• Saved data entries:

++++++++++

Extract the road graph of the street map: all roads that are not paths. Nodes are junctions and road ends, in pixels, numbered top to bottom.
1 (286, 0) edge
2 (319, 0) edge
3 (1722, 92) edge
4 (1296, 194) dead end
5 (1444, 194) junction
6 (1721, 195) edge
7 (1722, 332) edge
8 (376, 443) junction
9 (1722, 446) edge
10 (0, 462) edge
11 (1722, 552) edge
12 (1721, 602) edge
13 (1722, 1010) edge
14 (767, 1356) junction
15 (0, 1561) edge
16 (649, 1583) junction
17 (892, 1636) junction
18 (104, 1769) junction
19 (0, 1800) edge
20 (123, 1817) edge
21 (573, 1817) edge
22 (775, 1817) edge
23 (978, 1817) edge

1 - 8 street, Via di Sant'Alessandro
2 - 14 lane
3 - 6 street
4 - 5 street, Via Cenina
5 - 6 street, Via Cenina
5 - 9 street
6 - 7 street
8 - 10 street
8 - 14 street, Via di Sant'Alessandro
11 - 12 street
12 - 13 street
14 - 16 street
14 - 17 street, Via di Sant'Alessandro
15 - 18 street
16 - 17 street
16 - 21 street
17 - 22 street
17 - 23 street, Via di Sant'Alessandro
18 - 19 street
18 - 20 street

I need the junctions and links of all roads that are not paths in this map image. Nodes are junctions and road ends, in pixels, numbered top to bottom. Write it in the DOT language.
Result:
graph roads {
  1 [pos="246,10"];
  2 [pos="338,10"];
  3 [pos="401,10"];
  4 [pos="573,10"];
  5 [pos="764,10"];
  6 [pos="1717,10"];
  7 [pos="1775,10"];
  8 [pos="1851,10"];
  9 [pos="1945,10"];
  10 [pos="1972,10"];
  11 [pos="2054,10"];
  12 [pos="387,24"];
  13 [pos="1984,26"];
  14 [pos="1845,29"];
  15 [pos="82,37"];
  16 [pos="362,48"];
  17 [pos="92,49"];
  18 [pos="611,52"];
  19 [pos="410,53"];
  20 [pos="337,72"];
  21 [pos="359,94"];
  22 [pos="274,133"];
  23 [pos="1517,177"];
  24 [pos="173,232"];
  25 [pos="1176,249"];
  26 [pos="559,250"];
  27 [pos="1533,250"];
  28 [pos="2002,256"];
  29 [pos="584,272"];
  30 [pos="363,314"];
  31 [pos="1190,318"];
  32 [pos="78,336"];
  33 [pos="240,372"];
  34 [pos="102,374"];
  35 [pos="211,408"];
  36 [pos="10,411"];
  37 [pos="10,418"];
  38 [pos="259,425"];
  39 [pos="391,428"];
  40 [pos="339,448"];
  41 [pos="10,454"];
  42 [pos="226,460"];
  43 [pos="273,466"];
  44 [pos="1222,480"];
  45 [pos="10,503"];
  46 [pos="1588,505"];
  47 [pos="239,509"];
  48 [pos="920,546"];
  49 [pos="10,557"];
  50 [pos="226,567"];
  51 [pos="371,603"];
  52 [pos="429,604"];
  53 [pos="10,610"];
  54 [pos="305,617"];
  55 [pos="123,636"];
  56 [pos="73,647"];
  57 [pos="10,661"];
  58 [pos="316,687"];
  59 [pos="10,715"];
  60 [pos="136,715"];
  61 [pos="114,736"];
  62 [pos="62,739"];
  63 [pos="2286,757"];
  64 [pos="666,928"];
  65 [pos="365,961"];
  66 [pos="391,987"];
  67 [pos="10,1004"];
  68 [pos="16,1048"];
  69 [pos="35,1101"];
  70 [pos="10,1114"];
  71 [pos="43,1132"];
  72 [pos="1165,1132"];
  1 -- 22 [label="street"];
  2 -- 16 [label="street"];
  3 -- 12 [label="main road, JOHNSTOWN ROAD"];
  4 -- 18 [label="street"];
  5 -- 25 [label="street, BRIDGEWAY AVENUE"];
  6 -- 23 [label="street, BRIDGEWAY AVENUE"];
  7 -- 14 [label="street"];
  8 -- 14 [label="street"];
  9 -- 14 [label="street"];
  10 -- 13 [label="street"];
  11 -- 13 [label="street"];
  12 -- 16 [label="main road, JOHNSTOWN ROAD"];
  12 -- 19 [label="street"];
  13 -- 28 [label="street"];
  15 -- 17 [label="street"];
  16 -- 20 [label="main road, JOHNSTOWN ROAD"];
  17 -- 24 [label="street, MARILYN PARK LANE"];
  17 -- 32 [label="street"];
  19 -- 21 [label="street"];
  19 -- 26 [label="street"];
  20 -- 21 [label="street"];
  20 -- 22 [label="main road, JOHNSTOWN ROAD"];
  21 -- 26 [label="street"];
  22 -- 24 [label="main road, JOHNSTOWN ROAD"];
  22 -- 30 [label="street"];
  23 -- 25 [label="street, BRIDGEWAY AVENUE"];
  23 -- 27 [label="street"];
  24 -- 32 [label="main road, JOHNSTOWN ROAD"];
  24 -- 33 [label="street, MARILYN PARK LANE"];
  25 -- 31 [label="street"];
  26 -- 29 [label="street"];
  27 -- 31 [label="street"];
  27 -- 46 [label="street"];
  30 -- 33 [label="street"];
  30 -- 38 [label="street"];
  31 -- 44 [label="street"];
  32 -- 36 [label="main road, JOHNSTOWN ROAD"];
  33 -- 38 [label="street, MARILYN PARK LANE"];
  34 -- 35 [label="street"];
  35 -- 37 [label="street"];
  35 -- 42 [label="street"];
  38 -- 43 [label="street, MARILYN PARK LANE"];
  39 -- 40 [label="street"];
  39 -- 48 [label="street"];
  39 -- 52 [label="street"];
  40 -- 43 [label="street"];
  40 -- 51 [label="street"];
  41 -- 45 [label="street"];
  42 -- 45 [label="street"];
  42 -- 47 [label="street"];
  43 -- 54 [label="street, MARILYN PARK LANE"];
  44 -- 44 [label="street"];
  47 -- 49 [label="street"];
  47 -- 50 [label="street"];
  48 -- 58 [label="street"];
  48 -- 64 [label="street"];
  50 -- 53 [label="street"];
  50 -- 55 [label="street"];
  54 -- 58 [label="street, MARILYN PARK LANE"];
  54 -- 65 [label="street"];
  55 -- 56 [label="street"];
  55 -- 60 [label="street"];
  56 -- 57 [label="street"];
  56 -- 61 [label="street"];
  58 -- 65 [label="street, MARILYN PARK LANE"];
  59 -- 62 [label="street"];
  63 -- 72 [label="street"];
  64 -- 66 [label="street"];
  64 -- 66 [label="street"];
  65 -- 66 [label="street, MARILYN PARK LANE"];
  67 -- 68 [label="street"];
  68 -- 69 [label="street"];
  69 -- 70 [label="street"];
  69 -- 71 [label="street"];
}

++++++++++

• Work instruction:
The records above are to be restated word for word, in full.

• Answer space:
Extract the road graph of the street map: all roads that are not paths. Nodes are junctions and road ends, in pixels, numbered top to bottom.
1 (286, 0) edge
2 (319, 0) edge
3 (1722, 92) edge
4 (1296, 194) dead end
5 (1444, 194) junction
6 (1721, 195) edge
7 (1722, 332) edge
8 (376, 443) junction
9 (1722, 446) edge
10 (0, 462) edge
11 (1722, 552) edge
12 (1721, 602) edge
13 (1722, 1010) edge
14 (767, 1356) junction
15 (0, 1561) edge
16 (649, 1583) junction
17 (892, 1636) junction
18 (104, 1769) junction
19 (0, 1800) edge
20 (123, 1817) edge
21 (573, 1817) edge
22 (775, 1817) edge
23 (978, 1817) edge

1 - 8 street, Via di Sant'Alessandro
2 - 14 lane
3 - 6 street
4 - 5 street, Via Cenina
5 - 6 street, Via Cenina
5 - 9 street
6 - 7 street
8 - 10 street
8 - 14 street, Via di Sant'Alessandro
11 - 12 street
12 - 13 street
14 - 16 street
14 - 17 street, Via di Sant'Alessandro
15 - 18 street
16 - 17 street
16 - 21 street
17 - 22 street
17 - 23 street, Via di Sant'Alessandro
18 - 19 street
18 - 20 street

I need the junctions and links of all roads that are not paths in this map image. Nodes are junctions and road ends, in pixels, numbered top to bottom. Write it in the DOT language.
Result:
graph roads {
  1 [pos="246,10"];
  2 [pos="338,10"];
  3 [pos="401,10"];
  4 [pos="573,10"];
  5 [pos="764,10"];
  6 [pos="1717,10"];
  7 [pos="1775,10"];
  8 [pos="1851,10"];
  9 [pos="1945,10"];
  10 [pos="1972,10"];
  11 [pos="2054,10"];
  12 [pos="387,24"];
  13 [pos="1984,26"];
  14 [pos="1845,29"];
  15 [pos="82,37"];
  16 [pos="362,48"];
  17 [pos="92,49"];
  18 [pos="611,52"];
  19 [pos="410,53"];
  20 [pos="337,72"];
  21 [pos="359,94"];
  22 [pos="274,133"];
  23 [pos="1517,177"];
  24 [pos="173,232"];
  25 [pos="1176,249"];
  26 [pos="559,250"];
  27 [pos="1533,250"];
  28 [pos="2002,256"];
  29 [pos="584,272"];
  30 [pos="363,314"];
  31 [pos="1190,318"];
  32 [pos="78,336"];
  33 [pos="240,372"];
  34 [pos="102,374"];
  35 [pos="211,408"];
  36 [pos="10,411"];
  37 [pos="10,418"];
  38 [pos="259,425"];
  39 [pos="391,428"];
  40 [pos="339,448"];
  41 [pos="10,454"];
  42 [pos="226,460"];
  43 [pos="273,466"];
  44 [pos="1222,480"];
  45 [pos="10,503"];
  46 [pos="1588,505"];
  47 [pos="239,509"];
  48 [pos="920,546"];
  49 [pos="10,557"];
  50 [pos="226,567"];
  51 [pos="371,603"];
  52 [pos="429,604"];
  53 [pos="10,610"];
  54 [pos="305,617"];
  55 [pos="123,636"];
  56 [pos="73,647"];
  57 [pos="10,661"];
  58 [pos="316,687"];
  59 [pos="10,715"];
  60 [pos="136,715"];
  61 [pos="114,736"];
  62 [pos="62,739"];
  63 [pos="2286,757"];
  64 [pos="666,928"];
  65 [pos="365,961"];
  66 [pos="391,987"];
  67 [pos="10,1004"];
  68 [pos="16,1048"];
  69 [pos="35,1101"];
  70 [pos="10,1114"];
  71 [pos="43,1132"];
  72 [pos="1165,1132"];
  1 -- 22 [label="street"];
  2 -- 16 [label="street"];
  3 -- 12 [label="main road, JOHNSTOWN ROAD"];
  4 -- 18 [label="street"];
  5 -- 25 [label="street, BRIDGEWAY AVENUE"];
  6 -- 23 [label="street, BRIDGEWAY AVENUE"];
  7 -- 14 [label="street"];
  8 -- 14 [label="street"];
  9 -- 14 [label="street"];
  10 -- 13 [label="street"];
  11 -- 13 [label="street"];
  12 -- 16 [label="main road, JOHNSTOWN ROAD"];
  12 -- 19 [label="street"];
  13 -- 28 [label="street"];
  15 -- 17 [label="street"];
  16 -- 20 [label="main road, JOHNSTOWN ROAD"];
  17 -- 24 [label="street, MARILYN PARK LANE"];
  17 -- 32 [label="street"];
  19 -- 21 [label="street"];
  19 -- 26 [label="street"];
  20 -- 21 [label="street"];
  20 -- 22 [label="main road, JOHNSTOWN ROAD"];
  21 -- 26 [label="street"];
  22 -- 24 [label="main road, JOHNSTOWN ROAD"];
  22 -- 30 [label="street"];
  23 -- 25 [label="street, BRIDGEWAY AVENUE"];
  23 -- 27 [label="street"];
  24 -- 32 [label="main road, JOHNSTOWN ROAD"];
  24 -- 33 [label="street, MARILYN PARK LANE"];
  25 -- 31 [label="street"];
  26 -- 29 [label="street"];
  27 -- 31 [label="street"];
  27 -- 46 [label="street"];
  30 -- 33 [label="street"];
  30 -- 38 [label="street"];
  31 -- 44 [label="street"];
  32 -- 36 [label="main road, JOHNSTOWN ROAD"];
  33 -- 38 [label="street, MARILYN PARK LANE"];
  34 -- 35 [label="street"];
  35 -- 37 [label="street"];
  35 -- 42 [label="street"];
  38 -- 43 [label="street, MARILYN PARK LANE"];
  39 -- 40 [label="street"];
  39 -- 48 [label="street"];
  39 -- 52 [label="street"];
  40 -- 43 [label="street"];
  40 -- 51 [label="street"];
  41 -- 45 [label="street"];
  42 -- 45 [label="street"];
  42 -- 47 [label="street"];
  43 -- 54 [label="street, MARILYN PARK LANE"];
  44 -- 44 [label="street"];
  47 -- 49 [label="street"];
  47 -- 50 [label="street"];
  48 -- 58 [label="street"];
  48 -- 64 [label="street"];
  50 -- 53 [label="street"];
  50 -- 55 [label="street"];
  54 -- 58 [label="street, MARILYN PARK LANE"];
  54 -- 65 [label="street"];
  55 -- 56 [label="street"];
  55 -- 60 [label="street"];
  56 -- 57 [label="street"];
  56 -- 61 [label="street"];
  58 -- 65 [label="street, MARILYN PARK LANE"];
  59 -- 62 [label="street"];
  63 -- 72 [label="street"];
  64 -- 66 [label="street"];
  64 -- 66 [label="street"];
  65 -- 66 [label="street, MARILYN PARK LANE"];
  67 -- 68 [label="street"];
  68 -- 69 [label="street"];
  69 -- 70 [label="street"];
  69 -- 71 [label="street"];
}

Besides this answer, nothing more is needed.